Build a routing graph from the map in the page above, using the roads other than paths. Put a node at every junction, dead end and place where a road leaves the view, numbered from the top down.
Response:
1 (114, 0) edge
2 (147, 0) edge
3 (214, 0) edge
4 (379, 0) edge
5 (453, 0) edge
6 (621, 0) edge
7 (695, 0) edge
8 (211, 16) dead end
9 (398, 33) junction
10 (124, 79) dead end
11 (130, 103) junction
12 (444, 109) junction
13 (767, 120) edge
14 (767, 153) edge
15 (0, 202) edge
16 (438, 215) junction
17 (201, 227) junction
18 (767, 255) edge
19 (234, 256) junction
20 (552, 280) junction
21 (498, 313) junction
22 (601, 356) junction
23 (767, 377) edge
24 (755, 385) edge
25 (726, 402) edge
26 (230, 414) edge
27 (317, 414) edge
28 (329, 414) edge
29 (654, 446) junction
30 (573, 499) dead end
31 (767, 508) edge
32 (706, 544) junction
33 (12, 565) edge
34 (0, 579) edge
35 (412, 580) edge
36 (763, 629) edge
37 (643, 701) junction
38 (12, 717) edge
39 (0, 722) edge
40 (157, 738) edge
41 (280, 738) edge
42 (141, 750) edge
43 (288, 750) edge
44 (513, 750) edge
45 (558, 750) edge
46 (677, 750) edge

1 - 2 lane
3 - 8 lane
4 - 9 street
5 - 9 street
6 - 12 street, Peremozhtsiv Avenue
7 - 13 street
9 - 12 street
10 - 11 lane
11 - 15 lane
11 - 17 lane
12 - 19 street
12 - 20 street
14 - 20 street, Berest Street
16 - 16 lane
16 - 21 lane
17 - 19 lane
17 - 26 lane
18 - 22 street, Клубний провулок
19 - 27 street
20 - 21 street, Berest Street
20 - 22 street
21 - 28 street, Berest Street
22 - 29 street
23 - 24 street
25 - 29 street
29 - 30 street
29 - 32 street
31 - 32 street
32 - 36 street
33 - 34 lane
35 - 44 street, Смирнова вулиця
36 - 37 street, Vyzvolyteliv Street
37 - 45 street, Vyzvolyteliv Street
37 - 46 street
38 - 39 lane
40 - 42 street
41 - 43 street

++++

What you are asked to do: Every line above must be repeated exactly as it appears.

Task result:
Build a routing graph from the map in the page above, using the roads other than paths. Put a node at every junction, dead end and place where a road leaves the view, numbered from the top down.
Response:
1 (114, 0) edge
2 (147, 0) edge
3 (214, 0) edge
4 (379, 0) edge
5 (453, 0) edge
6 (621, 0) edge
7 (695, 0) edge
8 (211, 16) dead end
9 (398, 33) junction
10 (124, 79) dead end
11 (130, 103) junction
12 (444, 109) junction
13 (767, 120) edge
14 (767, 153) edge
15 (0, 202) edge
16 (438, 215) junction
17 (201, 227) junction
18 (767, 255) edge
19 (234, 256) junction
20 (552, 280) junction
21 (498, 313) junction
22 (601, 356) junction
23 (767, 377) edge
24 (755, 385) edge
25 (726, 402) edge
26 (230, 414) edge
27 (317, 414) edge
28 (329, 414) edge
29 (654, 446) junction
30 (573, 499) dead end
31 (767, 508) edge
32 (706, 544) junction
33 (12, 565) edge
34 (0, 579) edge
35 (412, 580) edge
36 (763, 629) edge
37 (643, 701) junction
38 (12, 717) edge
39 (0, 722) edge
40 (157, 738) edge
41 (280, 738) edge
42 (141, 750) edge
43 (288, 750) edge
44 (513, 750) edge
45 (558, 750) edge
46 (677, 750) edge

1 - 2 lane
3 - 8 lane
4 - 9 street
5 - 9 street
6 - 12 street, Peremozhtsiv Avenue
7 - 13 street
9 - 12 street
10 - 11 lane
11 - 15 lane
11 - 17 lane
12 - 19 street
12 - 20 street
14 - 20 street, Berest Street
16 - 16 lane
16 - 21 lane
17 - 19 lane
17 - 26 lane
18 - 22 street, Клубний провулок
19 - 27 street
20 - 21 street, Berest Street
20 - 22 street
21 - 28 street, Berest Street
22 - 29 street
23 - 24 street
25 - 29 street
29 - 30 street
29 - 32 street
31 - 32 street
32 - 36 street
33 - 34 lane
35 - 44 street, Смирнова вулиця
36 - 37 street, Vyzvolyteliv Street
37 - 45 street, Vyzvolyteliv Street
37 - 46 street
38 - 39 lane
40 - 42 street
41 - 43 street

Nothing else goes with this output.